[Stored items]
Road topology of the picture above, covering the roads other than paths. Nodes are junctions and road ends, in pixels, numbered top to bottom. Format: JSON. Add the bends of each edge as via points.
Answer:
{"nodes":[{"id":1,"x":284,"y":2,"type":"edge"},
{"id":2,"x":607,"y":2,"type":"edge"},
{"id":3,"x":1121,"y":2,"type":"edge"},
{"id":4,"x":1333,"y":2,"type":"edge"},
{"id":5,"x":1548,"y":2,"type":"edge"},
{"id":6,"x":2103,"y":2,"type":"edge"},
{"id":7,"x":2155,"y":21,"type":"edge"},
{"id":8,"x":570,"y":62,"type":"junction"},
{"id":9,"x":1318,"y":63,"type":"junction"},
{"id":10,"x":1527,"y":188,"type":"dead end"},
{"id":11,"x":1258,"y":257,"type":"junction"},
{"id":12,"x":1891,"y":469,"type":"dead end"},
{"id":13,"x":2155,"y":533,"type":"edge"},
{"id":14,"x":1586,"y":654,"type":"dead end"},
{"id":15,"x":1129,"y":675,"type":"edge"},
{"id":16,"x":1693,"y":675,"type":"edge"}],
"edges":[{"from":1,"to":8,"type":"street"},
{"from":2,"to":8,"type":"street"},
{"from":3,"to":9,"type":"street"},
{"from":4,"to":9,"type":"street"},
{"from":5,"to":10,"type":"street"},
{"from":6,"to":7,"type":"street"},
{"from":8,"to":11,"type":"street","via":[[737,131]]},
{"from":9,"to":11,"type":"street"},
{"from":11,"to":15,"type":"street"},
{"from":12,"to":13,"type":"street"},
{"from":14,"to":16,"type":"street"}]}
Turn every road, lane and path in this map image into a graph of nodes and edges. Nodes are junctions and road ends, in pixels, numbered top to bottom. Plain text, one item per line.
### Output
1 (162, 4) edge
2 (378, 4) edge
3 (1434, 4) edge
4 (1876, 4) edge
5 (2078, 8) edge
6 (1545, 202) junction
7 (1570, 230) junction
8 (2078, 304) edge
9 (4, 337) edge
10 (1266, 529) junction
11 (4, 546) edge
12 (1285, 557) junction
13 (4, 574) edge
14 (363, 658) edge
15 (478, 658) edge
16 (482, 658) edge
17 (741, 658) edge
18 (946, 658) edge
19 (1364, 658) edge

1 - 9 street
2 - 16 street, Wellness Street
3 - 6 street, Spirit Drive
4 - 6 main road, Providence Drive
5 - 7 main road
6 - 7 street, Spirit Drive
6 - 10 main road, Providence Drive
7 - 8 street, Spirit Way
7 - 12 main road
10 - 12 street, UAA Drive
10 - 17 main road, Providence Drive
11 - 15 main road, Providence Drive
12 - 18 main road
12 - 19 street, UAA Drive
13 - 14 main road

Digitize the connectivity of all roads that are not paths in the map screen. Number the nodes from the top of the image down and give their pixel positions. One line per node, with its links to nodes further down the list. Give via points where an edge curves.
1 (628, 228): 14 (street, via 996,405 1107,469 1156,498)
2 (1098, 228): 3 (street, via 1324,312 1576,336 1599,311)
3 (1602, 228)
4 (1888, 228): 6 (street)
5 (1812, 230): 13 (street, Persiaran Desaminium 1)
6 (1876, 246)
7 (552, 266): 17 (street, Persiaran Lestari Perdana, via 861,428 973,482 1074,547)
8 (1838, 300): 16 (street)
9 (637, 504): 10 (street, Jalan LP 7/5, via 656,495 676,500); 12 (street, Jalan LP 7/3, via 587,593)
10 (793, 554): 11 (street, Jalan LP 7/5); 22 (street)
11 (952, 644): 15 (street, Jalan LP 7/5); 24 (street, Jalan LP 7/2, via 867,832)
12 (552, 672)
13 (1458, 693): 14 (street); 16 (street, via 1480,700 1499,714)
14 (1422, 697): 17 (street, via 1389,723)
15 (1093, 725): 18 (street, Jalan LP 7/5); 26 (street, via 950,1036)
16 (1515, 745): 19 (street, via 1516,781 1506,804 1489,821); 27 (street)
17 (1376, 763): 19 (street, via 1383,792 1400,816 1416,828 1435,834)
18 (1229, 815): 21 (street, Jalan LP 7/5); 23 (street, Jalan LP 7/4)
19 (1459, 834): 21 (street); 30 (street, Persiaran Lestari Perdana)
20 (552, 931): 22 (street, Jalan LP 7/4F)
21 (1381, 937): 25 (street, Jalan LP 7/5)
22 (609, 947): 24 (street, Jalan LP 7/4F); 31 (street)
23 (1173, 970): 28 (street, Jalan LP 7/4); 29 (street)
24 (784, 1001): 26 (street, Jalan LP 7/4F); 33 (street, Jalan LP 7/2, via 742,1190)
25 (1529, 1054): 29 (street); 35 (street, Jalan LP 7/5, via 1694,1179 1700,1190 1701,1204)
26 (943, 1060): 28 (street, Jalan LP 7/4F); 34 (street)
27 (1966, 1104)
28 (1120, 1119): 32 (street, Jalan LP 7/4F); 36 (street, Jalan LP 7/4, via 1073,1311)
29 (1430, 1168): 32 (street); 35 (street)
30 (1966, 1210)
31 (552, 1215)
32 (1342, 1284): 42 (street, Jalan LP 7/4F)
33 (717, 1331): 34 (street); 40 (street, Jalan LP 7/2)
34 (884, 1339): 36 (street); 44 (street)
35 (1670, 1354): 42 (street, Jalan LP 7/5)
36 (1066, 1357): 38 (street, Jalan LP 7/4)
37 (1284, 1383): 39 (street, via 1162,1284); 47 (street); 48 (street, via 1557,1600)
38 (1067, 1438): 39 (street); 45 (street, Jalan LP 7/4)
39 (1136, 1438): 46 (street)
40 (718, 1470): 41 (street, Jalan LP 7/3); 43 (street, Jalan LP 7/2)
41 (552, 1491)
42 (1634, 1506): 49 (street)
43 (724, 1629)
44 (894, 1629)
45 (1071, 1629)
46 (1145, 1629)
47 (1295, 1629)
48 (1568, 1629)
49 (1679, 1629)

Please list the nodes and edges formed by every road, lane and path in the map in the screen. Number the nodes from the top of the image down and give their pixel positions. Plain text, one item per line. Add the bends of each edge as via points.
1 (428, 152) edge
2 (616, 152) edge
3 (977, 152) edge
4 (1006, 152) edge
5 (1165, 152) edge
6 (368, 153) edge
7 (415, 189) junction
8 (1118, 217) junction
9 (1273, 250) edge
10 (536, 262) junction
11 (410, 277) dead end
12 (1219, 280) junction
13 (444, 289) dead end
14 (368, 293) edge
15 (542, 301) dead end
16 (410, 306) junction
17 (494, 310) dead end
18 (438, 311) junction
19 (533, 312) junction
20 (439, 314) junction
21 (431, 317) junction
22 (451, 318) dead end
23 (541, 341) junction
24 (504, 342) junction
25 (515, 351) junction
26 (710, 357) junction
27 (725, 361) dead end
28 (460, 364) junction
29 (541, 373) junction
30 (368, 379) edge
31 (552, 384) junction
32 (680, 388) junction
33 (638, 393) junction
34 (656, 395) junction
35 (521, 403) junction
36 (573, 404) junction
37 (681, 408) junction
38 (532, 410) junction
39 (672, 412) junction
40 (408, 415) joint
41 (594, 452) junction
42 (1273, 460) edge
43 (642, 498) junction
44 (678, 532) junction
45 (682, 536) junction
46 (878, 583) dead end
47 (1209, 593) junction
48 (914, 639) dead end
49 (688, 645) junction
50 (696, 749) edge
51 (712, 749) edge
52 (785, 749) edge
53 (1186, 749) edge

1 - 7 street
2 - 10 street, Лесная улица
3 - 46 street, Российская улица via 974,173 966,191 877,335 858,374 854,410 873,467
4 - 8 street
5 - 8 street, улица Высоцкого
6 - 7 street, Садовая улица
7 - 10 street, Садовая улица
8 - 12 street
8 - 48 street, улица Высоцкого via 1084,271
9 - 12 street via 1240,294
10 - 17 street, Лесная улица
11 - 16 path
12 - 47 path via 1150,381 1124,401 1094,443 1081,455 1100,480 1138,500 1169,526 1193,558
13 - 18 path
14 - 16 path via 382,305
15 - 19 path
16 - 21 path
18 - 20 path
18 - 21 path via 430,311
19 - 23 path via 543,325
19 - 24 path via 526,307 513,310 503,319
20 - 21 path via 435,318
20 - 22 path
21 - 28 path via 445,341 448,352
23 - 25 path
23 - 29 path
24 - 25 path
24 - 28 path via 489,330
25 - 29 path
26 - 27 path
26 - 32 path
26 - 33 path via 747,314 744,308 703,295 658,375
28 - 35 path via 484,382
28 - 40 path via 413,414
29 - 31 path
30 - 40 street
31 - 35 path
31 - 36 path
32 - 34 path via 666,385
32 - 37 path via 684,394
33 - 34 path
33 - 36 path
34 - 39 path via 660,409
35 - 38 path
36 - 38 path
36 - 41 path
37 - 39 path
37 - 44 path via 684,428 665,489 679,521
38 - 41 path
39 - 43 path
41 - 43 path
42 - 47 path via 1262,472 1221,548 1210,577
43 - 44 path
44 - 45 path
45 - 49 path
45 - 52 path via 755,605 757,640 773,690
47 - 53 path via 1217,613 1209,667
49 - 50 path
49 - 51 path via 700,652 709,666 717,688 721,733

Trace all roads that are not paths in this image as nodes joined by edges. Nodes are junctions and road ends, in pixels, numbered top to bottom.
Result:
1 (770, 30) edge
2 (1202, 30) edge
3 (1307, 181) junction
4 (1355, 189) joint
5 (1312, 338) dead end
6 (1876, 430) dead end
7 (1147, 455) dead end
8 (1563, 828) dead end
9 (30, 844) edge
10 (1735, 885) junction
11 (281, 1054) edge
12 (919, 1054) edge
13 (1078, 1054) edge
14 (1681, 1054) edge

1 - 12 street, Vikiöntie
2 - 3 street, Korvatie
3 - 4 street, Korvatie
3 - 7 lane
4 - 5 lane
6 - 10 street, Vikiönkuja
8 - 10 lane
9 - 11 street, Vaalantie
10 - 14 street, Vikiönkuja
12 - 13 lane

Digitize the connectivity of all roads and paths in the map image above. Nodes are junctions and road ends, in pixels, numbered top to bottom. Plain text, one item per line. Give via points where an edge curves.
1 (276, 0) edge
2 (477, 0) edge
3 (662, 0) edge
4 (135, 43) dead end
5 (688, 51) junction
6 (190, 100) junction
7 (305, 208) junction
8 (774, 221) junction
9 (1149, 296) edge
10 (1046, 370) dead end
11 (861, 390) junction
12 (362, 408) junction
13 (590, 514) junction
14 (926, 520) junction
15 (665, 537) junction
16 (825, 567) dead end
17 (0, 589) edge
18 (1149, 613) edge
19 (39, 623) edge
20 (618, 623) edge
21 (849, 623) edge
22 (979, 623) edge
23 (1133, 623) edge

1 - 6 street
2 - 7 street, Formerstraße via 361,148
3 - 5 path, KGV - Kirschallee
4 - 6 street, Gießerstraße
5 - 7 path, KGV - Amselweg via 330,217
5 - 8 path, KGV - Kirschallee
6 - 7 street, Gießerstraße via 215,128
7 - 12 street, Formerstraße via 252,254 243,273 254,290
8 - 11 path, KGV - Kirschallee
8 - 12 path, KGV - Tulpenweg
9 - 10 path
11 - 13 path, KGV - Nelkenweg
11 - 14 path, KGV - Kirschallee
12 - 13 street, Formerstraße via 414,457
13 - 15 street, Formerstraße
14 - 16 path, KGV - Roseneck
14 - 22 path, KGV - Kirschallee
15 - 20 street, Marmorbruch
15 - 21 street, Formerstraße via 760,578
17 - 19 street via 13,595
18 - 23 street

[Requirement]
Tell how many lines of the data include the word "that", without any other words.

[Written answer]
2